Advisors know that fiduciaries must do more than achieve results in the best interests of their clients. They must operate with both good faith and integrity in serving their clients. That seems like a useful and appropriate starting point for responsible data management, or the role of data stewardship, as we have come to think of it.
Data stewards treat consumers and their information with the utmost respect. They are held to a more rigorous and higher standard than data brokers, who exist to gather and sell personally identifying information that can be used to identify and target individual consumers.
We have adopted the following principles as part of Envestnet’s Data Promise, which aims to ensure our data stewardship is aligned with our underlying obligations to advisory clients. We urge all providers and users of consumer financial data to adopt them as well.
- First, consumers must be provided clear notice of how their “Personal Information,” such as their name or email address or social security number, can potentially be shared before registering for a service. Even then, sharing this type of Personal Information that identifies individuals with third parties for purposes unconnected to the service should never be done, unless there is clear disclosure and a straightforward ability for a consumer to opt out.
- Data stewards never use the specifics of advisor-derived client data for reasons other than the benefit of those advisory clients. Data stewards may use aggregated, statistical data points from a broad base of accounts to present trend analysis. When data is gathered as part of an advisor’s fiduciary role (to review retirement account investments, to see current checking and savings balances, to review current liabilities and payment schedules, for a few examples), that data must only be shared between the advisor, the supporting institutions(s) and the permissioning investor.

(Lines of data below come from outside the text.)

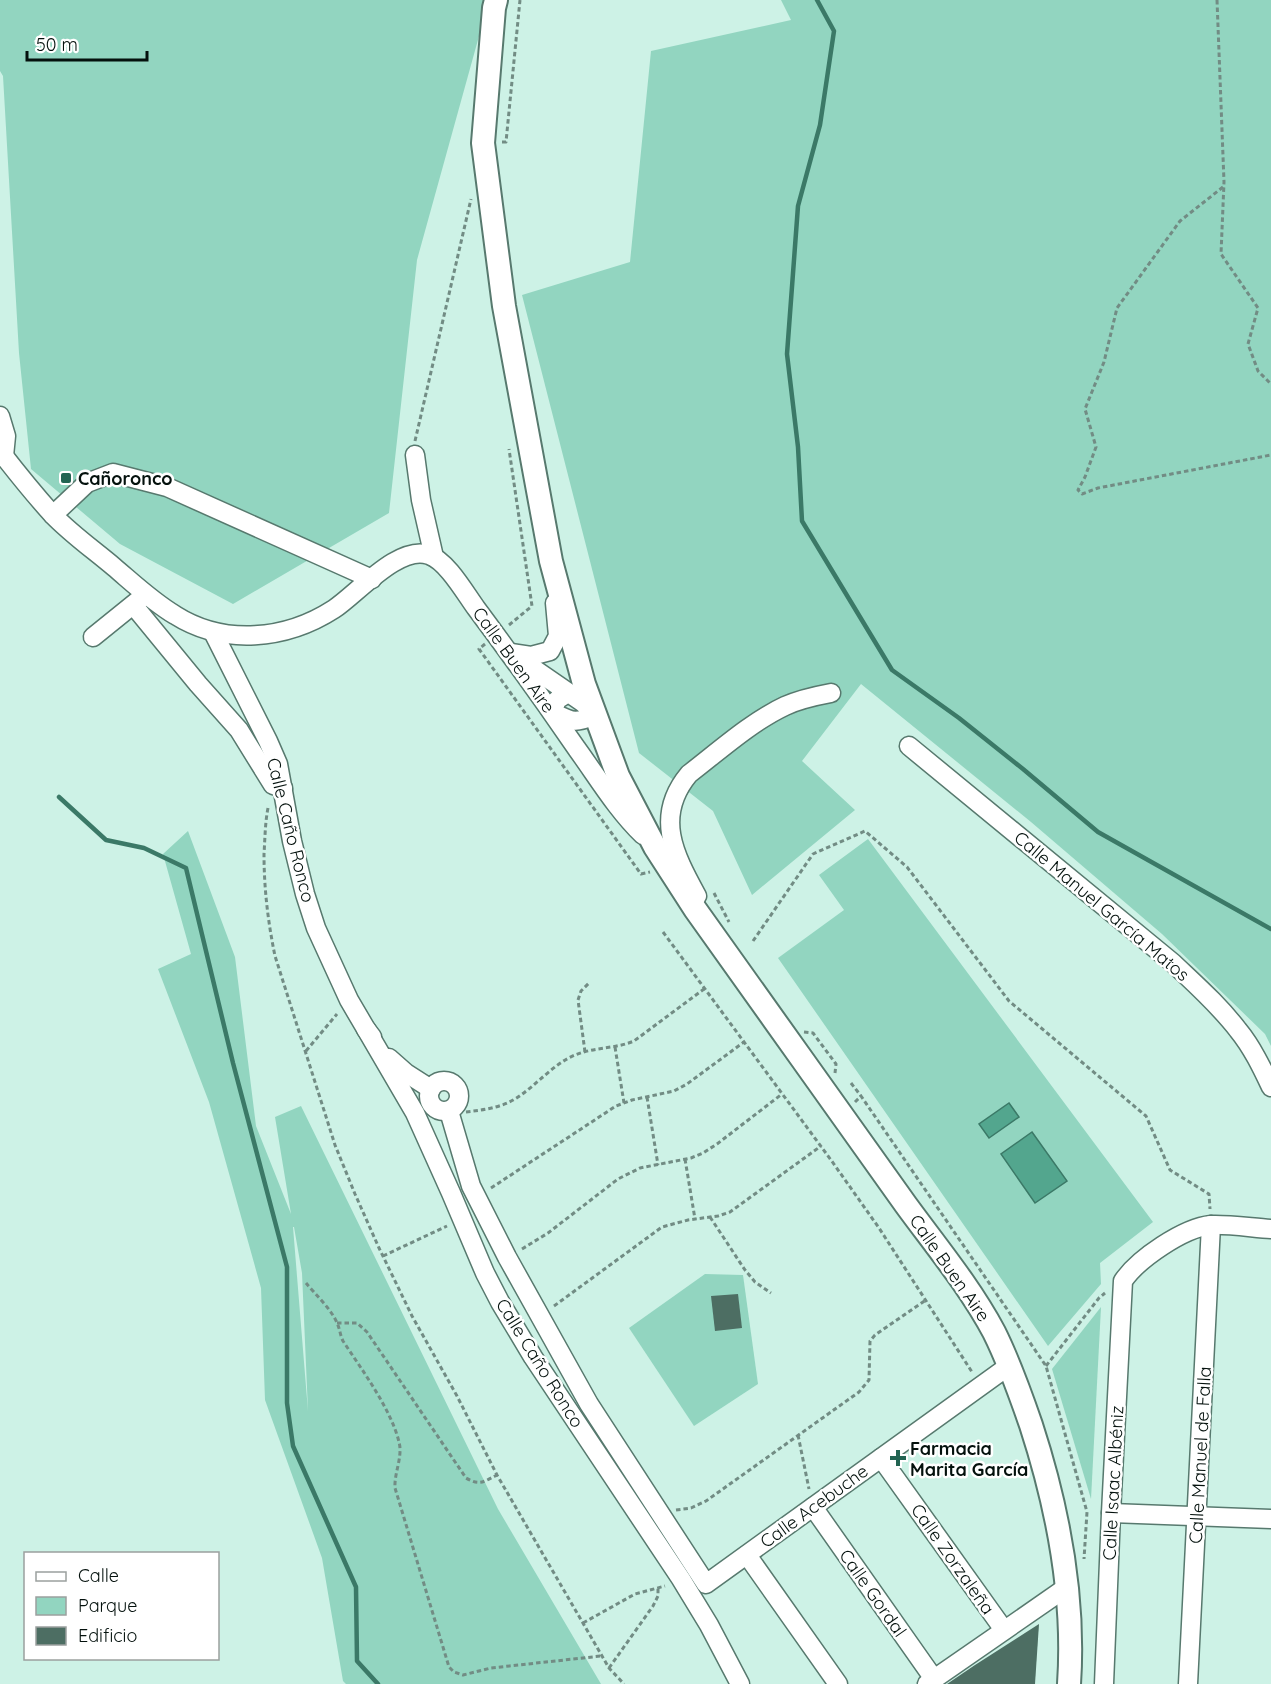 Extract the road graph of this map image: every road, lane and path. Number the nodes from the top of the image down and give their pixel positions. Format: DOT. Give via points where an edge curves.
graph roads {
  1 [pos="496,0"];
  2 [pos="520,0"];
  3 [pos="1217,0"];
  4 [pos="483,144"];
  5 [pos="1223,187"];
  6 [pos="473,189"];
  7 [pos="1271,384"];
  8 [pos="0,416"];
  9 [pos="2,454"];
  10 [pos="415,454"];
  11 [pos="1271,455"];
  12 [pos="538,487"];
  13 [pos="53,515"];
  14 [pos="434,557"];
  15 [pos="551,561"];
  16 [pos="372,579"];
  17 [pos="147,594"];
  18 [pos="139,612"];
  19 [pos="213,632"];
  20 [pos="93,637"];
  21 [pos="509,652"];
  22 [pos="568,693"];
  23 [pos="831,693"];
  24 [pos="552,712"];
  25 [pos="596,715"];
  26 [pos="909,746"];
  27 [pos="279,787"];
  28 [pos="655,847"];
  29 [pos="694,909"];
  30 [pos="663,932"];
  31 [pos="753,941"];
  32 [pos="738,970"];
  33 [pos="590,982"];
  34 [pos="704,988"];
  35 [pos="349,1000"];
  36 [pos="366,1029"];
  37 [pos="744,1042"];
  38 [pos="615,1047"];
  39 [pos="306,1051"];
  40 [pos="585,1052"];
  41 [pos="851,1083"];
  42 [pos="1271,1087"];
  43 [pos="431,1089"];
  44 [pos="782,1094"];
  45 [pos="861,1096"];
  46 [pos="647,1097"];
  47 [pos="624,1103"];
  48 [pos="450,1113"];
  49 [pos="842,1113"];
  50 [pos="821,1146"];
  51 [pos="685,1159"];
  52 [pos="658,1165"];
  53 [pos="476,1196"];
  54 [pos="710,1217"];
  55 [pos="462,1218"];
  56 [pos="695,1219"];
  57 [pos="1211,1225"];
  58 [pos="1271,1229"];
  59 [pos="383,1256"];
  60 [pos="507,1257"];
  61 [pos="1123,1281"];
  62 [pos="306,1283"];
  63 [pos="771,1293"];
  64 [pos="926,1300"];
  65 [pos="540,1316"];
  66 [pos="337,1323"];
  67 [pos="1010,1365"];
  68 [pos="1046,1366"];
  69 [pos="981,1386"];
  70 [pos="798,1435"];
  71 [pos="881,1458"];
  72 [pos="497,1475"];
  73 [pos="813,1508"];
  74 [pos="1087,1512"];
  75 [pos="659,1513"];
  76 [pos="1111,1513"];
  77 [pos="1197,1517"];
  78 [pos="1271,1519"];
  79 [pos="747,1555"];
  80 [pos="681,1579"];
  81 [pos="1067,1587"];
  82 [pos="658,1588"];
  83 [pos="583,1623"];
  84 [pos="1004,1630"];
  85 [pos="602,1656"];
  86 [pos="609,1668"];
  87 [pos="930,1682"];
  88 [pos="624,1684"];
  89 [pos="740,1684"];
  90 [pos="838,1684"];
  91 [pos="1069,1684"];
  92 [pos="1104,1684"];
  93 [pos="1188,1684"];
  1 -- 4 [label="main road"];
  2 -- 4 [label="path" via="506,142"];
  3 -- 5 [label="path"];
  4 -- 12 [label="main road" via="504,306"];
  5 -- 7 [label="path" via="1221,255 1258,308 1248,344 1258,370"];
  5 -- 11 [label="path" via="1180,221 1117,308 1104,362 1085,409 1096,447 1078,489 1082,494"];
  6 -- 10 [label="path"];
  8 -- 9 [label="street" via="6,436"];
  9 -- 13 [label="street"];
  10 -- 14 [label="street, Calle Buen Aire"];
  12 -- 15 [label="main road"];
  12 -- 29 [label="main road" via="577,618 642,802"];
  13 -- 16 [label="street" via="87,483 113,473 167,487"];
  13 -- 17 [label="street"];
  14 -- 16 [label="street" via="411,554"];
  14 -- 21 [label="street, Calle Buen Aire"];
  15 -- 21 [label="street" via="558,636 550,651 531,656"];
  15 -- 25 [label="main road"];
  16 -- 19 [label="street" via="334,609 298,628 254,636"];
  17 -- 19 [label="street" via="176,616"];
  17 -- 20 [label="street"];
  18 -- 27 [label="street" via="239,730 269,779"];
  19 -- 27 [label="street, Calle Caño Ronco" via="278,764"];
  21 -- 22 [label="street"];
  21 -- 24 [label="street, Calle Buen Aire"];
  22 -- 24 [label="street" via="557,700"];
  22 -- 25 [label="street"];
  23 -- 32 [label="street" via="785,705 763,718 689,774 672,804 672,844"];
  24 -- 25 [label="street" via="580,722"];
  24 -- 28 [label="street, Calle Buen Aire" via="617,804"];
  25 -- 28 [label="main road" via="618,776"];
  26 -- 42 [label="street, Calle Manuel García Matos" via="1173,963 1239,1031"];
  27 -- 35 [label="street, Calle Caño Ronco" via="316,928"];
  27 -- 39 [label="path" via="266,817 265,894 285,992"];
  28 -- 29 [label="main road"];
  29 -- 32 [label="main road, Calle Buen Aire"];
  30 -- 34 [label="path"];
  31 -- 57 [label="path" via="813,854 865,831 907,867 1009,1001 1146,1116 1170,1170 1209,1194"];
  32 -- 49 [label="main road, Calle Buen Aire"];
  33 -- 40 [label="path" via="578,1000"];
  34 -- 37 [label="path"];
  34 -- 38 [label="path" via="634,1041"];
  35 -- 36 [label="street, Calle Caño Ronco"];
  35 -- 39 [label="path"];
  36 -- 43 [label="street, Calle Caño Ronco" via="393,1062"];
  36 -- 55 [label="street, Calle Caño Ronco" via="415,1113"];
  37 -- 44 [label="path"];
  37 -- 46 [label="path" via="687,1084"];
  38 -- 40 [label="path"];
  38 -- 47 [label="path"];
  39 -- 59 [label="path" via="335,1145"];
  40 -- 48 [label="path" via="574,1055 504,1105"];
  41 -- 45 [label="path"];
  43 -- 48 [label="street" via="431,1103"];
  43 -- 48 [label="street" via="442,1081 455,1087 459,1100"];
  44 -- 50 [label="path"];
  44 -- 51 [label="path" via="717,1144"];
  45 -- 49 [label="path"];
  45 -- 68 [label="path"];
  46 -- 47 [label="path"];
  46 -- 52 [label="path"];
  47 -- 53 [label="path"];
  48 -- 53 [label="street"];
  49 -- 67 [label="main road, Calle Buen Aire" via="980,1310"];
  50 -- 54 [label="path" via="730,1212"];
  50 -- 64 [label="path"];
  51 -- 52 [label="path"];
  51 -- 56 [label="path"];
  52 -- 60 [label="path" via="640,1168 618,1179 548,1233"];
  53 -- 60 [label="street"];
  54 -- 56 [label="path"];
  54 -- 63 [label="path" via="745,1270"];
  55 -- 59 [label="path"];
  55 -- 80 [label="street, Calle Caño Ronco" via="485,1273 521,1338"];
  56 -- 65 [label="path" via="662,1227"];
  57 -- 58 [label="street"];
  57 -- 61 [label="street" via="1172,1240 1137,1264"];
  57 -- 77 [label="street, Calle Manuel de Falla"];
  59 -- 72 [label="path"];
  60 -- 65 [label="street"];
  61 -- 68 [label="path" via="1099,1298"];
  61 -- 76 [label="street, Calle Isaac Albéniz"];
  62 -- 66 [label="path"];
  64 -- 69 [label="path"];
  64 -- 70 [label="path" via="870,1341 869,1380 859,1392"];
  65 -- 75 [label="street" via="589,1404"];
  66 -- 72 [label="path" via="357,1323 367,1332 466,1478 480,1483"];
  66 -- 85 [label="path" via="400,1443 395,1488 449,1666 463,1675 491,1668"];
  67 -- 69 [label="street, Calle Acebuche"];
  67 -- 81 [label="main road, Calle Buen Aire" via="1039,1452"];
  68 -- 74 [label="path"];
  69 -- 71 [label="street, Calle Acebuche"];
  70 -- 73 [label="path"];
  70 -- 75 [label="path" via="706,1501 691,1508"];
  71 -- 73 [label="street, Calle Acebuche"];
  71 -- 84 [label="street, Calle Zorzaleña"];
  72 -- 83 [label="path"];
  73 -- 79 [label="street, Calle Acebuche"];
  73 -- 87 [label="street, Calle Gordal"];
  75 -- 79 [label="street, Calle Acebuche" via="706,1584"];
  76 -- 77 [label="street"];
  76 -- 92 [label="street, Calle Isaac Albéniz"];
  77 -- 78 [label="street"];
  77 -- 93 [label="street, Calle Manuel de Falla"];
  79 -- 90 [label="street"];
  80 -- 82 [label="path"];
  80 -- 89 [label="street, Calle Caño Ronco"];
  81 -- 84 [label="street"];
  81 -- 91 [label="main road, Calle Buen Aire"];
  82 -- 83 [label="path" via="635,1594"];
  82 -- 86 [label="path" via="653,1606"];
  83 -- 85 [label="path"];
  84 -- 87 [label="street"];
  85 -- 86 [label="path"];
  86 -- 88 [label="path"];
}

- The safeguarding of consumers’ Personal Information is paramount. Our practices include implementing continuously monitored data security systems and processes, as well as encrypting consumer data and de-identifying it for instances in which Personal Information is not needed. As the threats to consumer data security becomes more sophisticated, so too must the means of protection. We are tasked with continuing to innovate in the realm of data security to ensure we stay ahead of the risks.
- When a fiduciary advisor is not involved in the data sequence, companies should still take care to provide protections. For example, when supporting data analytics where there is no fiduciary advisor and the data has been de-identified, recipients of that de-identified data must be restricted to further ensure that it is never “re-identified.”

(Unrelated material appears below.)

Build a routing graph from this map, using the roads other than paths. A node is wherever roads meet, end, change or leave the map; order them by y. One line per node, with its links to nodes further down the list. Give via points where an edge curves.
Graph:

- Finally, data stewards exert governance over the technology-powered tools to which the consumer has granted permission to access their data. As a conduit for consumer-permissioned data for use within a wealth-tech network, Envestnet takes governance seriously and not only will require recipients of that data to use it consistent with what consumer consent was provided, but will also monitor recipients on an ongoing basis with a risk-based compliance program.

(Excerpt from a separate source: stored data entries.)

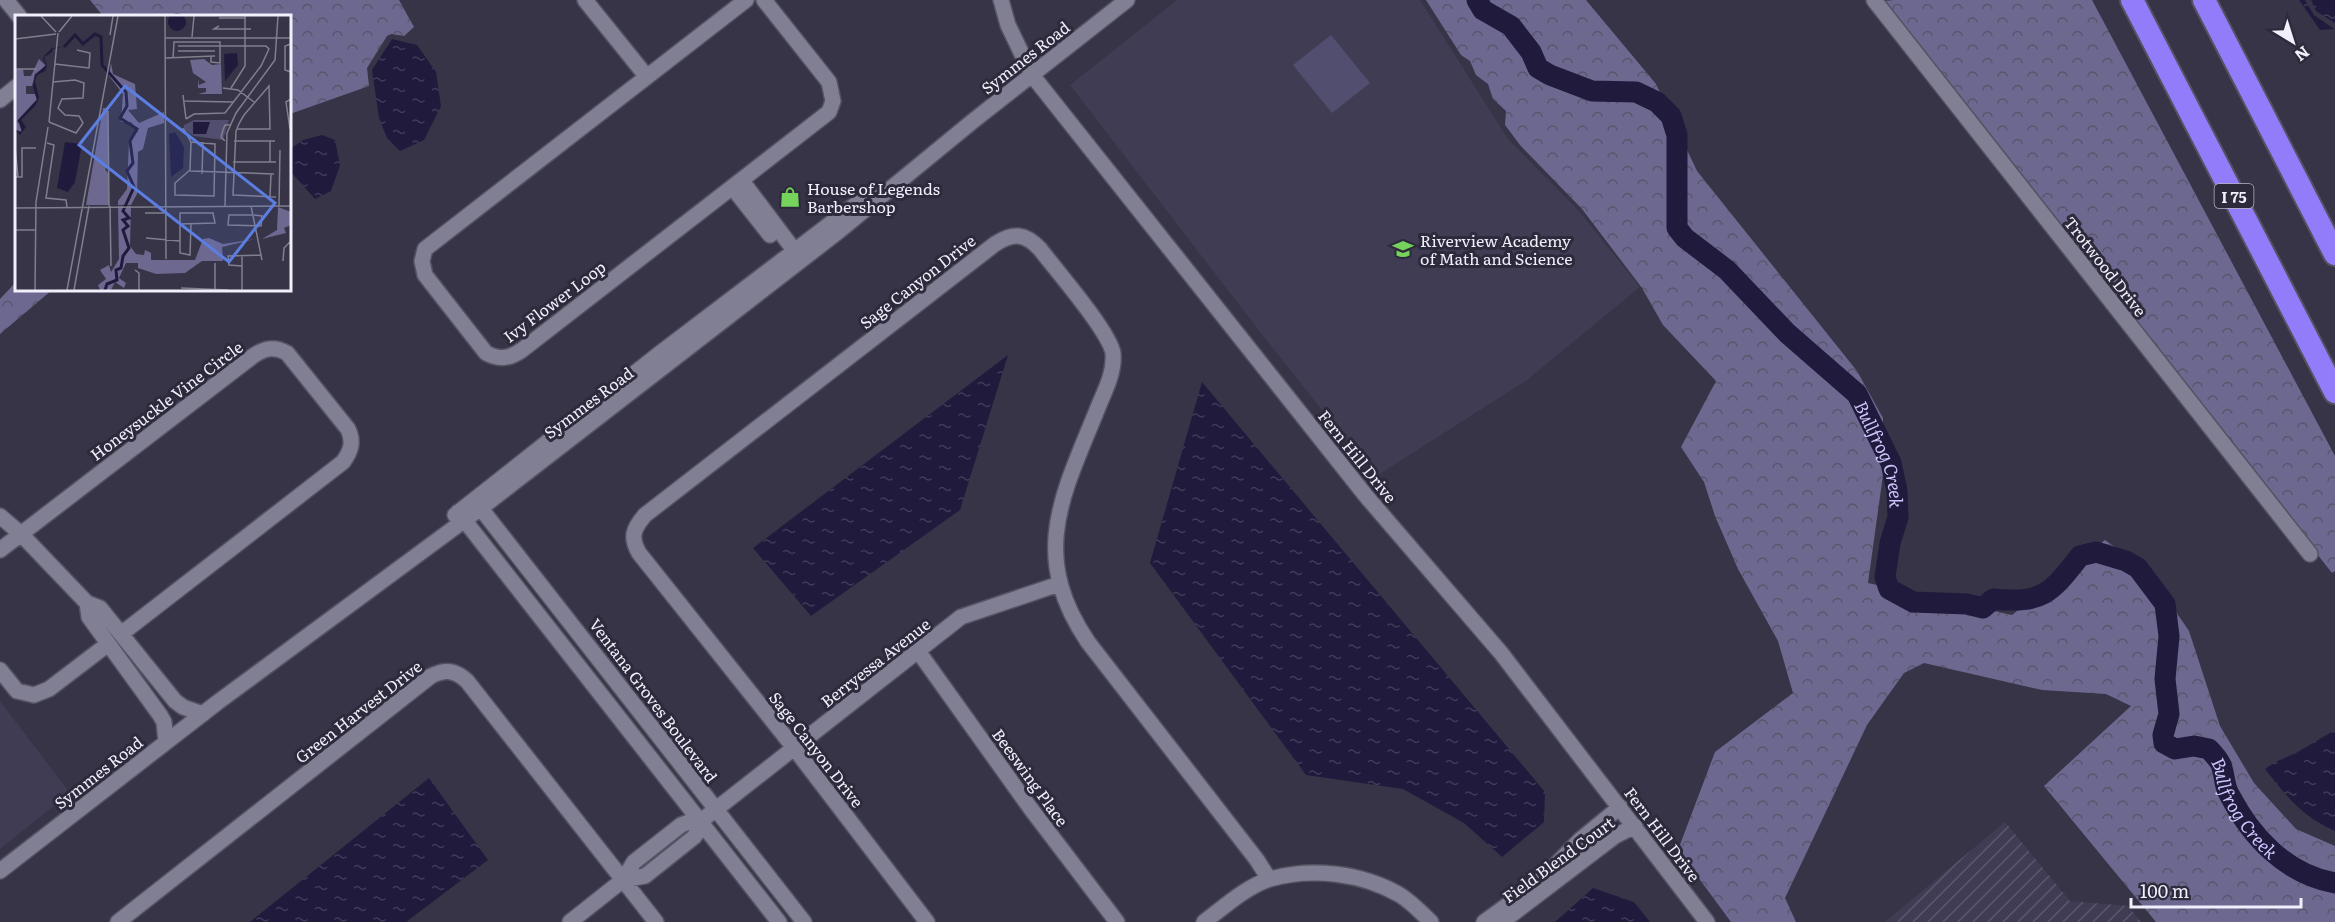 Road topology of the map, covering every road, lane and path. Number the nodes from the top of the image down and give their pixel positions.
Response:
1 (6, 0) edge
2 (585, 0) edge
3 (746, 0) edge
4 (764, 0) edge
5 (1001, 0) edge
6 (1127, 0) edge
7 (1874, 0) edge
8 (2132, 0) edge
9 (2204, 0) edge
10 (18, 15) edge
11 (1032, 75) junction
12 (647, 77) junction
13 (15, 88) edge
14 (0, 100) edge
15 (737, 184) junction
16 (2335, 254) edge
17 (794, 258) junction
18 (2335, 393) edge
19 (477, 504) junction
20 (0, 516) edge
21 (461, 516) junction
22 (21, 534) junction
23 (0, 550) edge
24 (2310, 554) dead end
25 (1059, 584) junction
26 (87, 603) junction
27 (121, 634) junction
28 (108, 644) junction
29 (918, 651) junction
30 (0, 670) edge
31 (203, 714) junction
32 (166, 742) junction
33 (795, 749) junction
34 (1620, 807) junction
35 (715, 810) junction
36 (701, 821) junction
37 (1635, 826) junction
38 (0, 871) edge
39 (1269, 879) junction
40 (623, 880) junction
41 (118, 922) edge
42 (570, 922) edge
43 (656, 922) edge
44 (779, 922) edge
45 (804, 922) edge
46 (927, 922) edge
47 (1117, 922) edge
48 (1204, 922) edge
49 (1431, 922) edge
50 (1484, 922) edge
51 (1502, 922) edge
52 (1707, 922) edge

1 - 10 street
2 - 12 street
3 - 12 street, Ivy Flower Loop
4 - 15 street, Ivy Flower Loop
5 - 11 street, Fern Hill Drive
6 - 11 street, Symmes Road
7 - 24 street, Trotwood Drive
8 - 18 highway, I 75
9 - 16 highway
11 - 17 street, Symmes Road
11 - 34 street, Fern Hill Drive
12 - 15 street, Ivy Flower Loop
13 - 14 street
15 - 17 street
17 - 19 street, Symmes Road
19 - 21 street, Symmes Road
19 - 35 street, Ventana Groves Boulevard
20 - 22 street
21 - 31 street, Symmes Road
21 - 36 street
22 - 23 street, Honeysuckle Vine Circle
22 - 26 street
22 - 27 street, Honeysuckle Vine Circle
25 - 29 street, Berryessa Avenue
25 - 33 street, Sage Canyon Drive
25 - 39 street, Sage Canyon Drive
26 - 27 street
26 - 28 street
27 - 31 street
28 - 30 street
28 - 32 street
29 - 33 street, Berryessa Avenue
29 - 47 street, Beeswing Place
31 - 32 street, Symmes Road
32 - 38 street, Symmes Road
33 - 35 street, Berryessa Avenue
33 - 46 street, Sage Canyon Drive
34 - 37 street, Fern Hill Drive
34 - 50 street, Field Blend Court
35 - 36 street, Berryessa Avenue
35 - 45 street, Ventana Groves Boulevard
36 - 40 street, Berryessa Avenue
36 - 44 street
37 - 51 street, Field Blend Court
37 - 52 street, Fern Hill Drive
39 - 48 street
39 - 49 street
40 - 41 street, Green Harvest Drive
40 - 42 street, Berryessa Avenue
40 - 43 street, Green Harvest Drive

These principles are rooted in our core tenets of good faith and integrity as data stewards to our advisory clients and are meant to provide consumers with peace of mind knowing they are protected as they use tools to improve their financial health at every stage of their life. Consumer data is valuable—to individuals, to their advisors and to financial enterprises and fintech providers who can better tailor their services to help investors achieve financial wellness.
As policymakers, financial institutions and the rest of our industry grapple with how to better safeguard consumers’ Personal Information and related rights, we encourage all providers and users of consumers’ financial data to adhere to the principles of data stewardship and to treat consumer data like the valuable asset it so clearly is.